- **ABOUT THIS EXERCISE**: Every line below that has the word "them" counts once; report how many lines that makes, with no other words.

Records contained in a dataset
__________
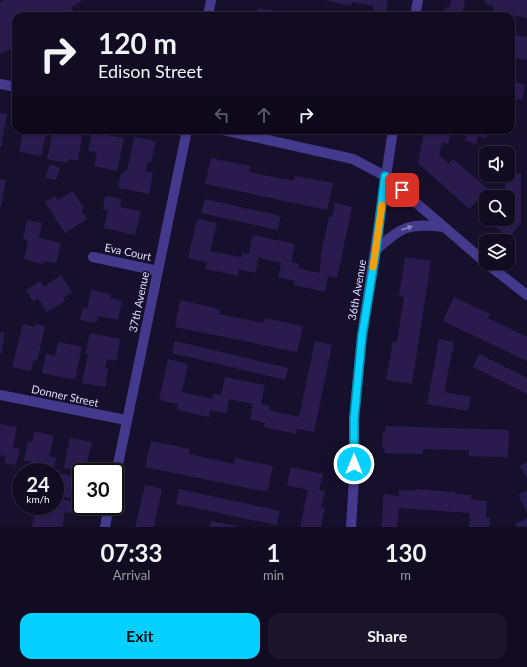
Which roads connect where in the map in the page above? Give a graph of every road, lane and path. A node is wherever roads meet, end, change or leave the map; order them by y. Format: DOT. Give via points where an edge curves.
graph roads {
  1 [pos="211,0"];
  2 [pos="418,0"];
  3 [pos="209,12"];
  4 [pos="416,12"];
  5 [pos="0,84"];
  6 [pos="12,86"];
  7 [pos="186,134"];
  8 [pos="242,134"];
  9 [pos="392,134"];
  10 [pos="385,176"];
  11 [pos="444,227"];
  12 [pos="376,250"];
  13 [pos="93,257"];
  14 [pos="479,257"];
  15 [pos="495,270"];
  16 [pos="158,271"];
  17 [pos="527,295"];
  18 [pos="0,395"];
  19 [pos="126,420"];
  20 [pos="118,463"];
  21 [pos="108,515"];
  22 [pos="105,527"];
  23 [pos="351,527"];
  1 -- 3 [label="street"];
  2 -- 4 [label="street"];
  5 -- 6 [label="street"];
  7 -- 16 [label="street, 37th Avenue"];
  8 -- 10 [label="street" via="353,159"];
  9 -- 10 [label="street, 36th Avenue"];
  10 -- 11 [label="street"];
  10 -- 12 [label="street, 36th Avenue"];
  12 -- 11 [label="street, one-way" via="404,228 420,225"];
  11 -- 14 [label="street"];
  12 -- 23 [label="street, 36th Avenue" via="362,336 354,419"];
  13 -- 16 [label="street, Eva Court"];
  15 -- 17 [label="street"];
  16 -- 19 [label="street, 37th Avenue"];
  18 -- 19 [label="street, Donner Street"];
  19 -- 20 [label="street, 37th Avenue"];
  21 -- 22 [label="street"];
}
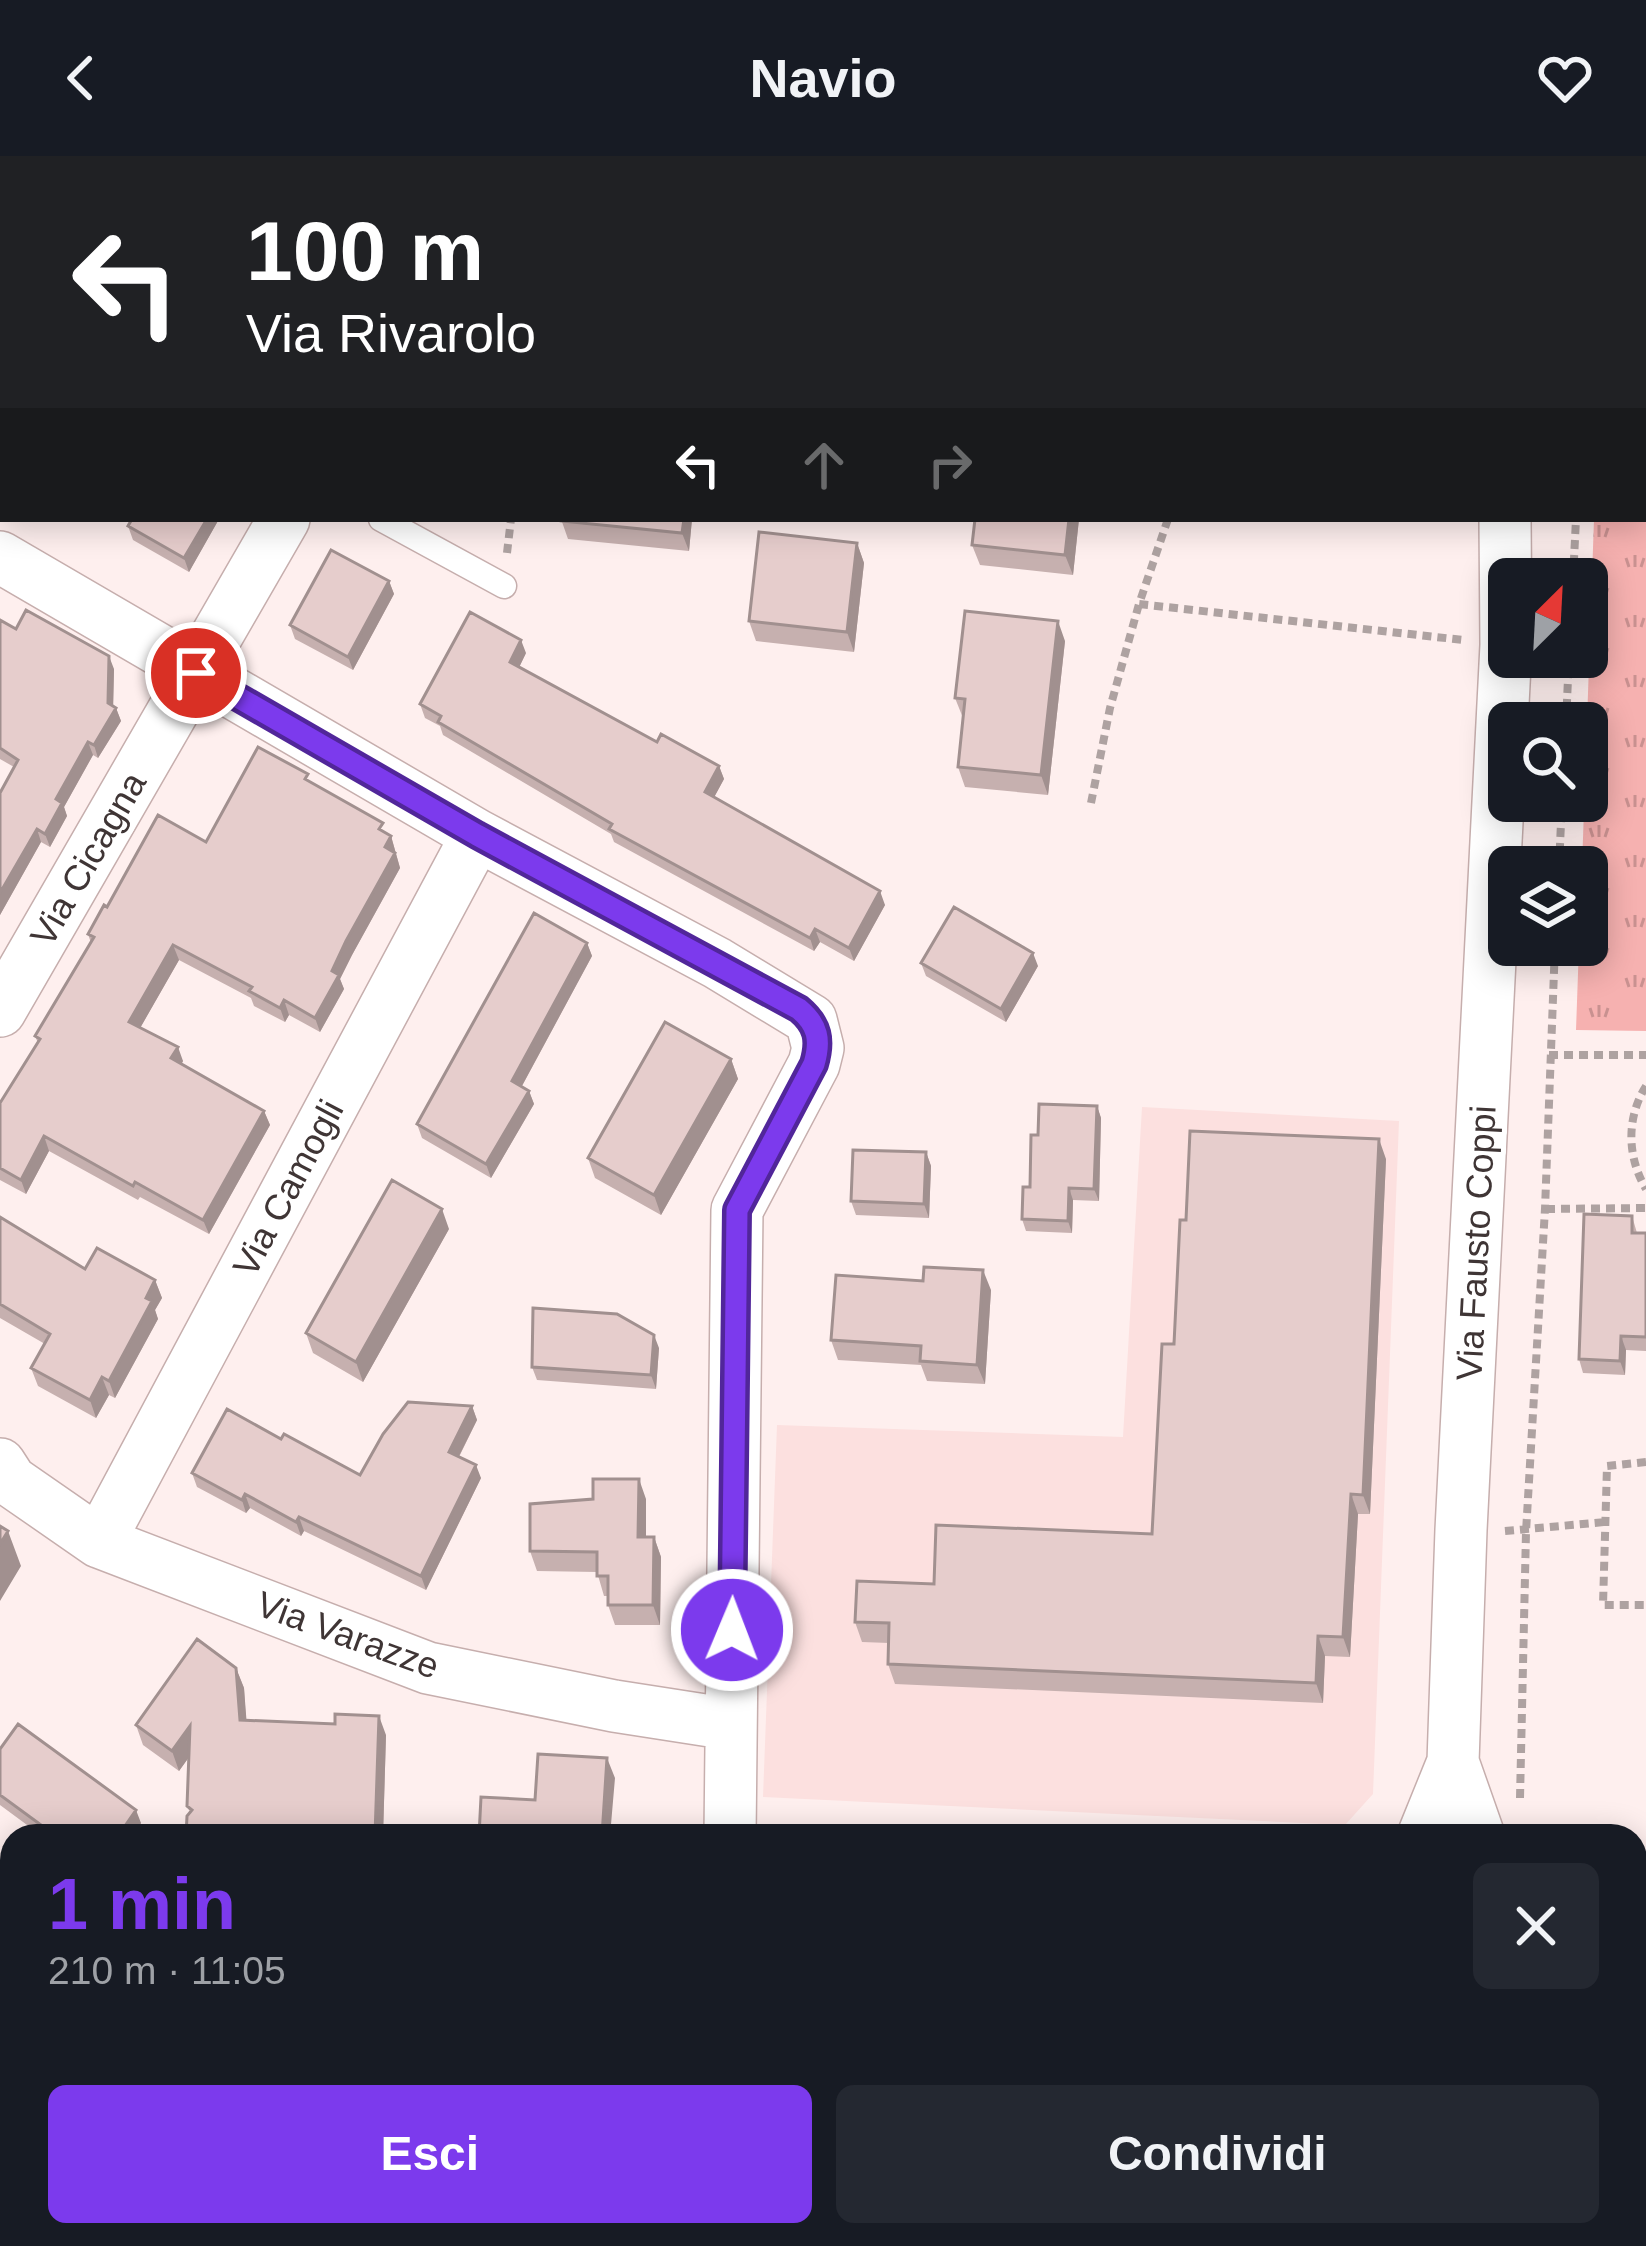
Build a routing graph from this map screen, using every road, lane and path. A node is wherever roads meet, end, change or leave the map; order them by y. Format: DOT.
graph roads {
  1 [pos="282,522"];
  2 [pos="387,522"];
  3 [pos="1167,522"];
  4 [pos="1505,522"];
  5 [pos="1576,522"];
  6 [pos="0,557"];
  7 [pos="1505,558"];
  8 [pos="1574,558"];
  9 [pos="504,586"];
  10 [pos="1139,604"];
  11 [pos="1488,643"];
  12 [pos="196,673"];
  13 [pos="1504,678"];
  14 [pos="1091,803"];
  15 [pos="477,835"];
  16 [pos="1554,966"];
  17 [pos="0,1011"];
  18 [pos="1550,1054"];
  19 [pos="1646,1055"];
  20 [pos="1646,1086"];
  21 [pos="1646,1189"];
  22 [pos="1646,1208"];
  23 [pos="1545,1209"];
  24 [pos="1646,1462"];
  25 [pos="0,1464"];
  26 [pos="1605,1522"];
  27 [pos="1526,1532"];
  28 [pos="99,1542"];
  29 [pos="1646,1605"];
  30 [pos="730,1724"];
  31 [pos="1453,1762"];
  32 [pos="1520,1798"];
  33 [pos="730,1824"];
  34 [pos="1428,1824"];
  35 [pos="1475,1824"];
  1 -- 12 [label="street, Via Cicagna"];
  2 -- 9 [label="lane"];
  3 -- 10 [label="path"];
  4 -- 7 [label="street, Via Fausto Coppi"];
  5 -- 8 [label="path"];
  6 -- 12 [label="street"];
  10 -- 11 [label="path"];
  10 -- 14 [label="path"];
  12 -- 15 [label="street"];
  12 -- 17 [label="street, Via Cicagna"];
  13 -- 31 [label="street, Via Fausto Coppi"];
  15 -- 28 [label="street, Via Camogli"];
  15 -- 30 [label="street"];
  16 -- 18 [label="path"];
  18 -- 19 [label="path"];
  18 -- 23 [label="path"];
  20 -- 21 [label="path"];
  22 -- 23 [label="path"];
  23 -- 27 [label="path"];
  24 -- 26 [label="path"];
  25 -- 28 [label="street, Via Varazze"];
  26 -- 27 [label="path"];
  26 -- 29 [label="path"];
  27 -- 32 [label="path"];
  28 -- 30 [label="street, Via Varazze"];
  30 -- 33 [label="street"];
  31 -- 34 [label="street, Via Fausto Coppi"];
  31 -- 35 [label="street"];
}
__________
- **RESPONSE AREA**: 2